Redazione
Val Di Susa - Crimini di uno Stato che criminalizza un popolo
27.07.2011 | Author: Redazione | Rev.:27.07.2011 | Rif.:11072701
L'informazione è ormai strumentalizzata dai partiti, solo su internet è possibile trovare documenti e notizie veritiere o comunque complete. Quello che accade in Val Di Susa non è più rilegato al solo problema TAV ma a una questione di forza dello Stato sui cittadini. Poichè i media sostengono la tesi Statate al servizio degli interessi privati, qui saremo di parte nel far vedere l'altra verità tenendo ben presente che una illegalità commessa dallo Stato o da un tutore dell'ordine è notevolmente peggiore di quella di un cittadino.
Domenica 3 Luglio, in Val Di Susa, c'erano oltre 80.000 manifestanti. Lo Stato ha strumentalizzato le battaglie dei più agguerriti tentando di denigrare la giusta rabbia dell'orgoglioso popolo Valsusino, inventandosi addirittura Black Bloc e fantomatici progetti eversivi, spesso anche le armi ritrovate.
Sicuramente c'era uno Stato che ha aggredito il popolo sparando lacrimogeni sulla folla composta da giovani, donne, bambini, anziani e addirittura disabili. Si dirà che sparavano ad "altezza d'uomo" ma in realtà sparavano sull'uomo soprattutto se aveva una foto o video-camera. In alcuni momenti sono addirittura gli agenti a tirar pietre e hanno massacrato selvaggiamente chi catturavano.
Le prime sassaiole alle barriere, dove stava scorrendo il corteo, sono addirittura partite in risposta ai lacrimogeni e, paradossalmente, per difendere i manifestanti allontanando l'avanzata dei "Blue Bloc" permettendo il deflusso della folla. Ma i Media diranno tutt'altra cosa estrapolando le scene della reazione rabbiosa dei più combattivi o degli estremistiomettendo intenzionalmente quello avvenuto prima e dopo ma soprattutto omettendo la numerosissima folla maggioritaria pacifica bersagliata selvaggiamente dalla "forze dell'ordine".

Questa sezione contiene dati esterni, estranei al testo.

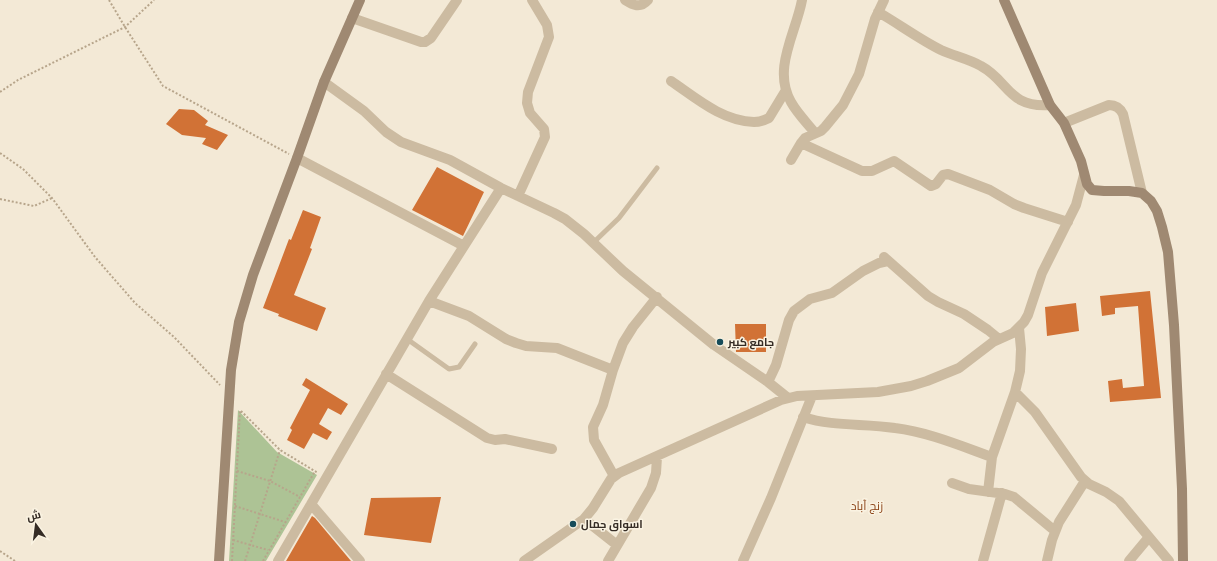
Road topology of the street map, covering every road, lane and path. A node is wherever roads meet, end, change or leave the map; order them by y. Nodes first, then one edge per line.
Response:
1 (109, 0) edge
2 (154, 0) edge
3 (360, 0) edge
4 (457, 0) edge
5 (532, 0) edge
6 (625, 0) edge
7 (648, 0) edge
8 (802, 0) edge
9 (884, 0) edge
10 (1004, 0) edge
11 (878, 12) junction
12 (352, 18) junction
13 (125, 27) junction
14 (671, 81) dead end
15 (324, 82) junction
16 (786, 90) junction
17 (0, 92) edge
18 (1050, 105) junction
19 (1064, 123) junction
20 (816, 134) junction
21 (801, 143) junction
22 (0, 153) edge
23 (297, 158) junction
24 (791, 160) dead end
25 (657, 168) dead end
26 (1084, 175) junction
27 (501, 188) junction
28 (1142, 193) junction
29 (518, 196) junction
30 (52, 198) junction
31 (0, 199) edge
32 (1068, 222) junction
33 (593, 243) junction
34 (464, 246) junction
35 (656, 297) junction
36 (429, 301) junction
37 (1019, 328) junction
38 (407, 339) junction
39 (999, 339) junction
40 (475, 344) dead end
41 (613, 370) junction
42 (386, 374) junction
43 (768, 382) junction
44 (1015, 392) junction
45 (229, 396) junction
46 (812, 396) junction
47 (788, 398) junction
48 (240, 410) junction
49 (803, 417) junction
50 (552, 449) dead end
51 (280, 450) junction
52 (658, 457) junction
53 (992, 457) junction
54 (237, 471) junction
55 (315, 471) junction
56 (614, 476) junction
57 (326, 478) junction
58 (270, 481) junction
59 (1085, 481) junction
60 (952, 484) dead end
61 (988, 492) junction
62 (1002, 493) junction
63 (300, 497) junction
64 (311, 504) junction
65 (235, 506) junction
66 (260, 514) junction
67 (584, 519) junction
68 (285, 522) junction
69 (1055, 531) junction
70 (1149, 537) junction
71 (233, 540) junction
72 (250, 545) junction
73 (617, 546) junction
74 (269, 550) junction
75 (0, 551) edge
76 (15, 561) edge
77 (218, 561) edge
78 (232, 561) edge
79 (245, 561) edge
80 (262, 561) edge
81 (278, 561) edge
82 (360, 561) edge
83 (524, 561) edge
84 (608, 561) edge
85 (743, 561) edge
86 (983, 561) edge
87 (1046, 561) edge
88 (1129, 561) edge
89 (1169, 561) edge
90 (1183, 561) edge

1 - 13 path
2 - 13 path
3 - 12 street
4 - 12 street
5 - 29 street
6 - 7 street
8 - 16 street
9 - 11 street
10 - 18 street
11 - 18 street
11 - 20 street
12 - 15 street
13 - 17 path
13 - 23 path
14 - 16 street
15 - 23 street
15 - 27 street
16 - 20 street
18 - 19 street
19 - 26 street
19 - 28 street
20 - 21 street
21 - 24 street
21 - 32 street
22 - 30 path
23 - 34 street
23 - 45 street
25 - 33 lane
26 - 28 street
26 - 32 street
27 - 29 street
27 - 34 street
28 - 90 street
29 - 33 street
30 - 31 path
30 - 45 path
32 - 37 street
33 - 35 street
34 - 36 street
35 - 41 street
35 - 43 street
36 - 38 street
36 - 41 street
37 - 39 street
37 - 44 street
38 - 40 lane
38 - 42 street
39 - 43 street
39 - 46 street
41 - 56 street
42 - 50 street
42 - 57 street
43 - 47 street
44 - 53 street
44 - 59 street
45 - 48 path
45 - 77 street
46 - 47 street
46 - 49 street
47 - 52 street
48 - 51 path
48 - 54 path
49 - 53 street
49 - 85 street
51 - 55 path
51 - 58 path
52 - 56 street
52 - 73 street
53 - 61 street
54 - 58 path
54 - 65 path
55 - 57 path
55 - 63 path
56 - 67 street
57 - 64 street
58 - 63 path
58 - 66 path
59 - 69 street
59 - 70 street
60 - 61 street
61 - 62 street
62 - 69 street
62 - 86 street
63 - 68 path
64 - 81 street
64 - 82 street
65 - 66 path
65 - 71 path
66 - 68 path
66 - 72 path
67 - 73 street
67 - 83 street
68 - 74 path
69 - 87 street
70 - 88 street
70 - 89 street
71 - 72 path
71 - 78 path
72 - 74 path
72 - 79 path
73 - 84 street
74 - 80 path
75 - 76 path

Alcuni dei seguenti filmati sono ambientati nell'area del cantiere dove si sono concentrati i manifestanti più rabbiosi che intendevano riconquistare i presidi civili conquistati precedentemente con la forza dalla stessa Polizia.

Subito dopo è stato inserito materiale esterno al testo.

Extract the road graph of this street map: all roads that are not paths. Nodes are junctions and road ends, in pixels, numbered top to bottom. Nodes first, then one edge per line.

Si vedo gli agenti lanciare pietre e addirittura usare una ruspa contro i manifestanti più agguerriti.
A un certo punto prendono a calci un ostaggio trascinato come una bestia per poi sprangarlo e pestarlo ulteriormente nella più assoluta viltà numerica.
Un video documenta una dei saccheggi fatti dalla Polizia negli accampamenti nei boschi precedentemente agli eventi noti, in quelle aree erano accampati i ragazzi più pacifici. La polizia ha squartato con coltelli e urinato nelle tende rubando addirittura le cose dei campeggiatori.
Neppure in guerra sarebbe tollerata tali pratiche e speriamo che la comunità Europea non protegga questi orrori come sta facendo il governo Italiano.